Solution: sync data and supporting files to local drive via custom batch file, similar batch file to return updated data / output to the network location
- Batch file to create local copy of project folder structure
if not exist "C:\TRIAL_DATA\DREAM3R" mkdir "C:\TRIAL_DATA\DREAM3R"
if not exist "C:\TRIAL_DATA\DREAM3R\data" mkdir "C:\TRIAL_DATA\DREAM3R\data"
if not exist "C:\TRIAL_DATA\DREAM3R\out" mkdir "C:\TRIAL_DATA\DREAM3R\out"
if not exist "C:\TRIAL_DATA\DREAM3R\pgm" mkdir "C:\TRIAL_DATA\DREAM3R\pgm"
if not exist "C:\TRIAL_DATA\DREAM3R\pgm\DREAM3R_Monitoring" mkdir "C:\TRIAL_DATA\DREAM3R\pgm\DREAM3R_Monitoring"
if not exist "C:\TRIAL_DATA\DREAM3R\pgm\DREAM3R_Patients" mkdir "C:\TRIAL_DATA\DREAM3R\pgm\DREAM3R_Patients"
if not exist "C:\TRIAL_DATA\DREAM3R\pgm\DREAM3R_StudyReport" mkdir "C:\TRIAL_DATA\DREAM3R\pgm\DREAM3R_StudyReport"
xcopy "Y:\Statistics\1 STUDIES\Oncology\ALTG\DREAM3R\8.5 Analysis\data" "C:\TRIAL_DATA\DREAM3R\data" /s /d /y
copy "Y:\Statistics\1 STUDIES\Oncology\ALTG\DREAM3R\8.5 Analysis\DREAM3R_Y_drive.lnk" "C:\TRIAL_DATA\DREAM3R\DREAM3R_Y_drive.lnk" /y
copy "Y:\Statistics\1 STUDIES\Oncology\ALTG\DREAM3R\8.5 Analysis\DREAM3R_createLocal.bat" "C:\TRIAL_DATA\EnRICH\Data\DREAM3R_createLocal.bat" /y
copy "Y:\Statistics\1 STUDIES\Oncology\ALTG\DREAM3R\8.5 Analysis\DREAM3R_copyDataOutput_toYdrive.bat" "C:\TRIAL_DATA\EnRICH\Data\DREAM3R_copyDataOutput_toYdrive.bat" /y
- TIP create links to network location (in local folder) + link to local location (in network) to make it easy to move around.

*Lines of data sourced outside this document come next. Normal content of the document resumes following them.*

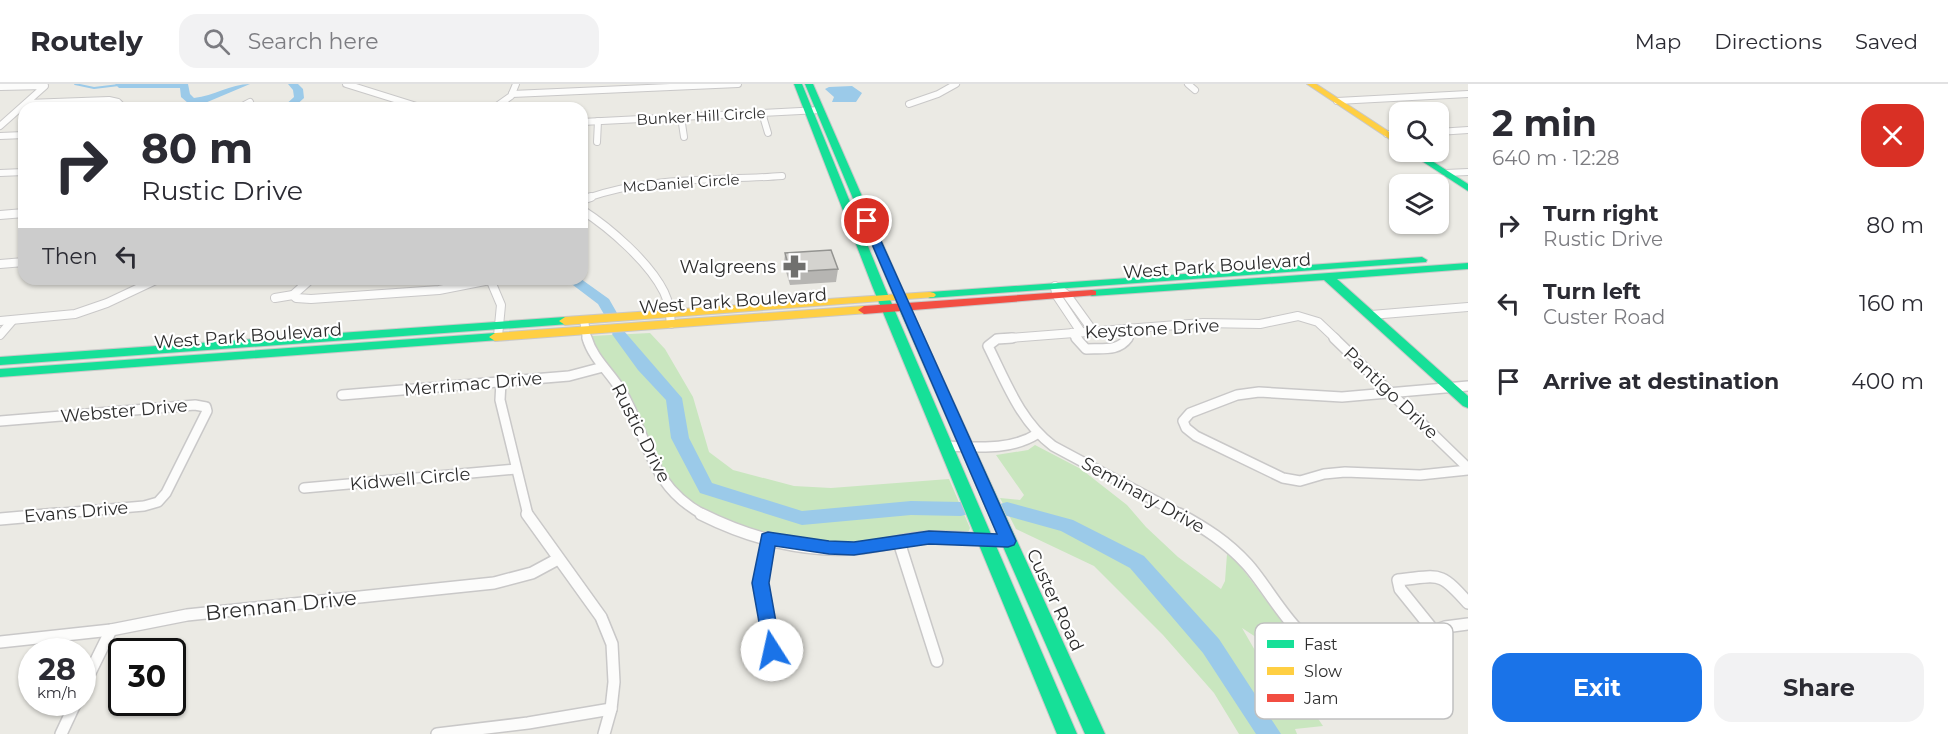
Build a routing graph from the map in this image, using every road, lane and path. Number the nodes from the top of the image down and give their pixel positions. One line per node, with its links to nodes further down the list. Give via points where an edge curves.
1 (346, 84): 17 (street)
2 (516, 84): 11 (street)
3 (738, 84): 11 (street)
4 (798, 84): 20 (main road, Custer Road)
5 (809, 84): 20 (main road, Custer Road)
6 (956, 84): 19 (street)
7 (1188, 84): 10 (street)
8 (1311, 84): 13 (main road)
9 (0, 87): 14 (street, via 45,86)
10 (1196, 90)
11 (512, 94): 18 (street)
12 (1468, 94): 13 (street)
13 (1337, 101): 29 (main road)
14 (28, 102)
15 (54, 102): 16 (street)
16 (118, 102)
17 (404, 102)
18 (502, 102)
19 (909, 104)
20 (814, 110): 22 (street, Bunker Hill Circle); 58 (main road, Custer Road); 59 (main road, Custer Road)
21 (18, 111): 26 (street)
22 (762, 113): 23 (street, Bunker Hill Circle); 30 (street)
23 (681, 117): 25 (street, Bunker Hill Circle); 33 (street)
24 (588, 122): 25 (street, Bunker Hill Circle)
25 (598, 122): 34 (street)
26 (0, 126)
27 (1468, 130): 28 (street)
28 (1449, 131)
29 (1389, 132)
30 (768, 133)
31 (18, 135): 32 (street)
32 (0, 136)
33 (684, 137)
34 (597, 142)
35 (1429, 162): 39 (main road)
36 (18, 172): 38 (street)
37 (1468, 172): 39 (street)
38 (0, 173)
39 (1446, 173): 41 (main road)
40 (782, 176): 42 (street, McDaniel Circle, via 634,185)
41 (1468, 188)
42 (588, 197)
43 (18, 214): 45 (street)
44 (588, 214): 62 (street, via 656,279 664,291)
45 (0, 215)
46 (1468, 256): 50 (main road, West Park Boulevard)
47 (18, 262): 48 (street)
48 (0, 264)
49 (1468, 266): 50 (main road, West Park Boulevard)
50 (1322, 272): 55 (main road, West Park Boulevard); 61 (main road)
51 (146, 285): 65 (street, via 76,313)
52 (302, 285): 56 (street)
53 (462, 285): 56 (street, via 311,299)
54 (493, 285): 68 (street, via 501,305)
55 (1059, 292): 58 (main road, West Park Boulevard); 69 (street); 70 (street)
56 (294, 295): 57 (street)
57 (275, 298)
58 (902, 301): 59 (main road, West Park Boulevard); 85 (main road, Custer Road)
59 (886, 302): 62 (main road, West Park Boulevard); 84 (main road, Custer Road)
60 (1468, 307): 61 (street)
61 (1371, 315): 78 (main road)
62 (670, 319): 66 (main road, West Park Boulevard)
63 (1313, 319): 67 (street, Keystone Drive, via 1298,316 1242,325 1203,323); 79 (street, Pantigo Drive)
64 (0, 321): 65 (street)
65 (12, 321): 71 (street)
66 (584, 325): 68 (main road, West Park Boulevard); 74 (street, Rustic Drive, via 588,346)
67 (1127, 329): 69 (street, Keystone Drive); 70 (street, via 1130,335 1123,345 1092,350 1081,346)
68 (499, 331): 73 (main road, West Park Boulevard); 75 (main road, West Park Boulevard)
69 (1093, 332): 70 (street, Keystone Drive)
70 (1077, 333): 72 (street, Keystone Drive)
71 (0, 335)
72 (991, 342): 83 (street, Seminary Drive, via 988,349)
73 (0, 361)
74 (603, 367): 76 (street, Merrimac Drive, via 578,375); 91 (street, Rustic Drive, via 622,392 652,462 670,490 705,518)
75 (0, 373)
76 (501, 382): 80 (street, Merrimac Drive); 86 (street, via 500,400)
77 (1468, 386): 78 (street)
78 (1451, 388): 79 (street); 81 (main road)
79 (1390, 393): 87 (street, Pantigo Drive); 87 (street, via 1342,397 1259,392 1227,399 1190,414 1184,421 1196,436 1289,480 1345,472 1420,475)
80 (342, 395)
81 (1468, 403)
82 (0, 421): 89 (street, Webster Drive, via 206,407 166,493)
83 (1037, 434): 85 (street, via 1012,444); 97 (street, Seminary Drive, via 1227,543 1255,572)
84 (946, 446): 85 (street); 92 (main road, Custer Road)
85 (965, 446): 93 (main road, Custer Road)
86 (516, 469): 88 (street, Kidwell Circle); 95 (street, via 528,518)
87 (1468, 469)
88 (304, 488)
89 (151, 505): 90 (street, Evans Drive)
90 (0, 519)
91 (768, 538): 94 (street, Rustic Drive, via 837,548); 105 (street, via 761,583)
92 (986, 540): 93 (street, Rustic Drive); 94 (street, Rustic Drive, via 929,537); 111 (main road, Custer Road)
93 (1008, 541): 112 (main road, Custer Road)
94 (899, 542): 104 (street)
95 (558, 560): 101 (street, Brennan Drive, via 532,573 494,583 188,615); 106 (street, via 607,627 614,675)
96 (1468, 603): 98 (street, via 1438,576 1398,580 1400,589)
97 (1292, 623)
98 (1427, 623)
99 (1468, 624): 100 (street)
100 (1453, 627)
101 (111, 630): 102 (street, Brennan Drive); 103 (street)
102 (0, 642)
103 (96, 661)
104 (937, 661)
105 (777, 672)
106 (611, 709): 109 (street); 110 (street)
107 (69, 716): 108 (street)
108 (61, 734)
109 (437, 734)
110 (604, 734)
111 (1067, 734)
112 (1095, 734)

- All programs are version controlled and pushed to enterprise git hub server.
- Use GitHub Desktop to simplify syncing of repository to local director.

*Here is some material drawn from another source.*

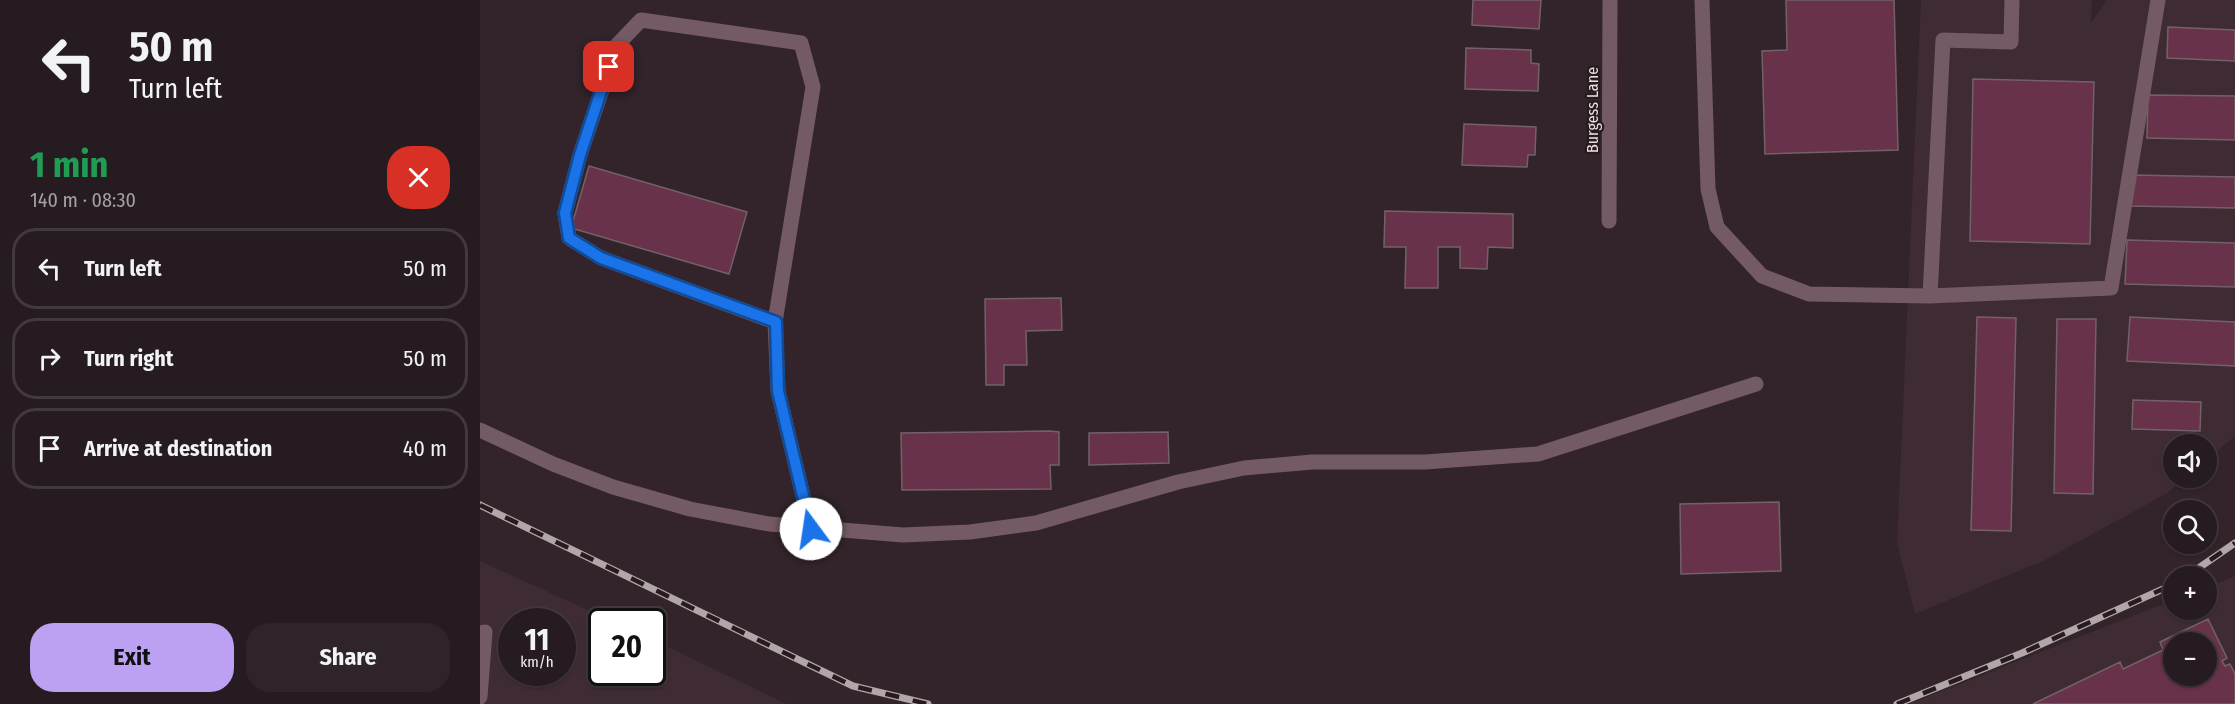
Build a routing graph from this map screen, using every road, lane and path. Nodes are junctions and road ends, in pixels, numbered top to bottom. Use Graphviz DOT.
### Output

-- It's not easy (?safe) to update the repo within a batch file but I'm in the habit of checking for updates when I start work + when I've finished.
- Local version of batch file to copy source data files to project "data" folder (not needed if Y drive one used relative paths)
UpdateData.bat
xcopy "T:\DREAM3R\SOURCE\*.sas7bdat" ".\SOURCE\" /y /S /d
xcopy "T:\DREAM3R\CLEAN\*.sas7bdat" ".\CLEAN\" /y /S /d
copy "T:\DREAM3R\_Documentation\ALS.xls" "ALS.xls" /d
- batch file to copy all derived data + output files to network folder (only if they've been more recently updated than the network copies).
copyDataOutput_toYdrive.bat
xcopy "C:\TRIAL_DATA\DREAM3R\out" "Y:\Statistics\1 STUDIES\Oncology\ALTG\DREAM3R\8.5 Analysis\out" /s /d /y
xcopy "C:\TRIAL_DATA\DREAM3R\data" "Y:\Statistics\1 STUDIES\Oncology\ALTG\DREAM3R\8.5 Analysis\data" /s /d /y
xcopy "C:\TRIAL_DATA\SHERLOCK\data" "Y:\Statistics\1 STUDIES\Oncology\ALTG\SHERLOCK\8.5 Analysis\data" /s /d /y
- sometimes reports also generate files which are saved in the program folder so I copy them manually. e.g.
copy "C:\TRIAL_DATA\SHERLOCK\pgm\SHERLOCK_Monitoring\SHERLOCK_interim.png" "Y:\Statistics\1 STUDIES\Oncology\ALTG\SHERLOCK\8.5 Analysis\pgm\SHERLOCK_Monitoring\SHERLOCK_interim.png"
copy "C:\TRIAL_DATA\SHERLOCK\pgm\SHERLOCK_Monitoring\Recruitment.png" "Y:\Statistics\1 STUDIES\Oncology\ALTG\SHERLOCK\8.5 Analysis\pgm\SHERLOCK_Monitoring\Recruitment.png"
-- could copy pgm folder like the others but could confuse git if not synced
- Local version of the program to run all components UpdateLocal.bat
cd "C:\TRIAL_DATA\DREAM3R\data"
call _updateData.bat
cd "C:\TRIAL_DATA\DREAM3R\pgm"
call update.bat
cd "C:\TRIAL_DATA\DREAM3R"
call copyDataOutput_toYdrive.bat
- Ideally all programs use relative paths - you can have trouble getting relative path calls to work when triggered via the scheduled tasks
- All these tasks could be run by python/R negating the bulk of the files - it is nice to have batch files to easily run if needed
- Use a generator / template to streamline creation of files / links etc.